Maintaining high quality with mentorship via the health network model
As tasks are being shifted from more highly trained staff to health workers with less training, Ethiopia is setting up a formal system of clinical mentoring using the health network model. In other words, larger facilities support smaller ones, and doctors should be providing support to the clinical officers, the clinical officers to the nurses and so on. The cadres of case managers, community-based workers providing HIV testing and counselling, and adherence support counsellors also require supervision. There is a goal of setting up routine meetings and seminars within each catchment area.
But already, there have been reports that more mentorship and supervision may be necessary, at least at the HSEO level. Preliminary research showed that communities were generally pleased by the services the workers were offering, but home visits were less frequent than had been planned, and the communities’ basic health knowledge was still quite poor (Negusse). “The reasons for this clearly need to be ascertained, but anecdotal accounts suggested a lack of administrative support and monitoring may be partly responsible,” the authors wrote.

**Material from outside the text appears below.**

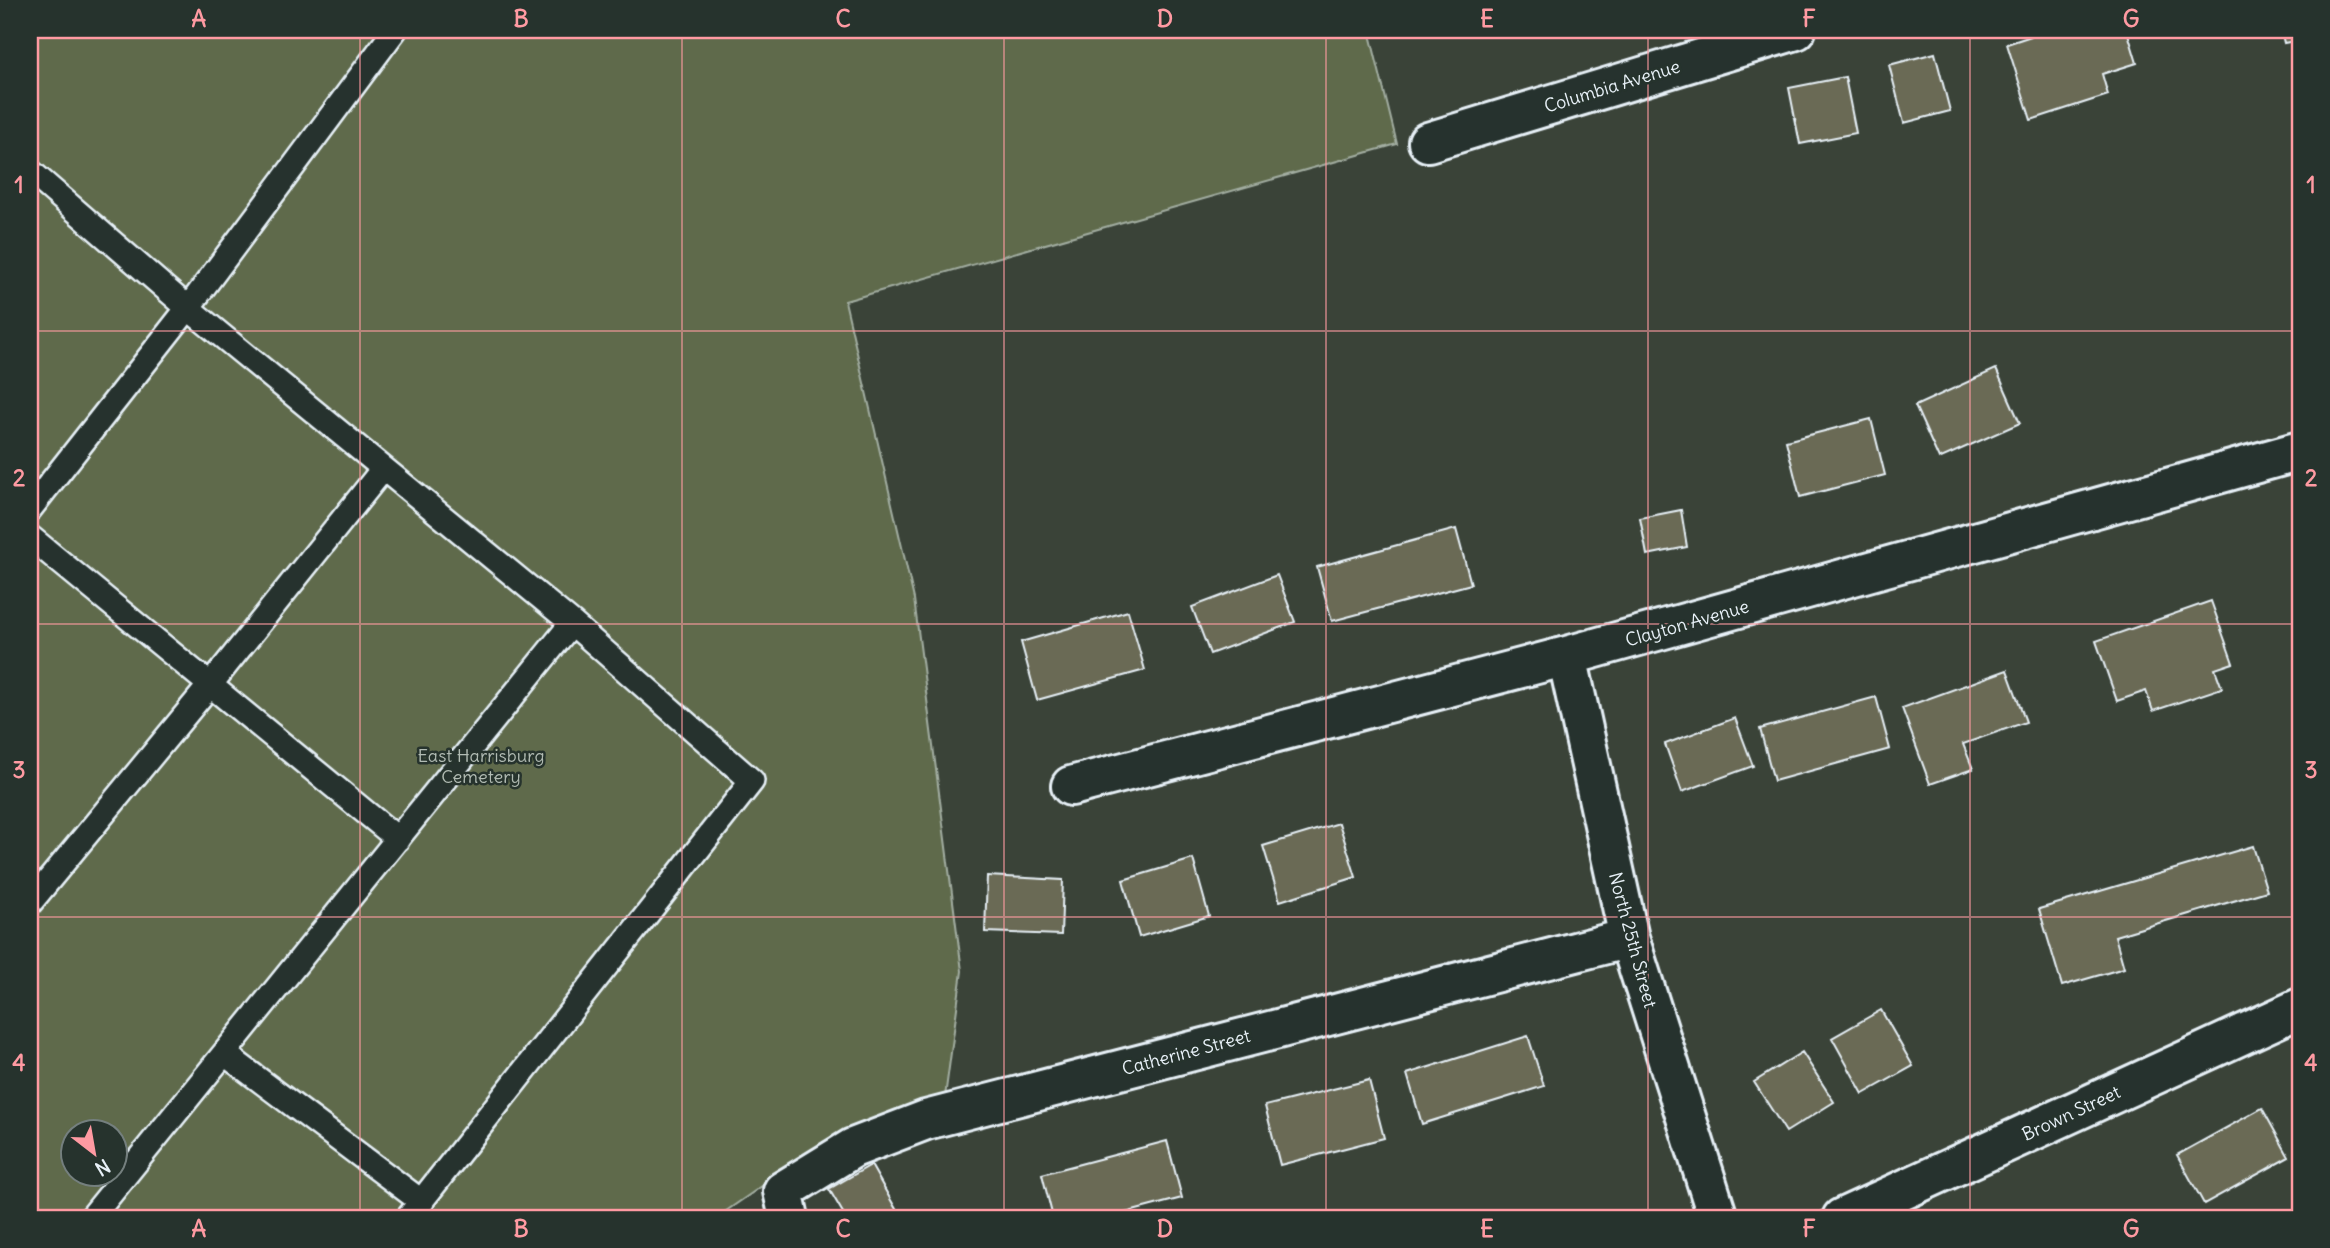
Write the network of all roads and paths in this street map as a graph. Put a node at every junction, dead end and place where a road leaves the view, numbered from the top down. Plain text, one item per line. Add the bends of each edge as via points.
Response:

Maintaining a consistently high quality of service will doubtless be a moving target, but it may be possible to improve supervision as more highly trained health workers come online.
Monitoring and evaluation (M&E) and information management systems
To recognise such problems sooner and improve the health systems performance with strategic information, Ethiopia is also scaling up the production of M&E officers and health management and information services (HMIS) technicians (8,000 this year) to eventually be appointed at each level of administration throughout the health service (hospitals, health centres, districts, and regions).
Improving retention and motivation within the health service
“We also have to have mechanisms to retain and motivate the workers,” said Mr Lencha. So the Ministry of Health has designed a career development structure, which includes bonding — tying opportunities for training or promotions to a minimum number of years of service in the health service. In addition, the country is working on hospital reform to improve the work environment and there are efforts to provide housing at remote rural hospitals and improve remuneration.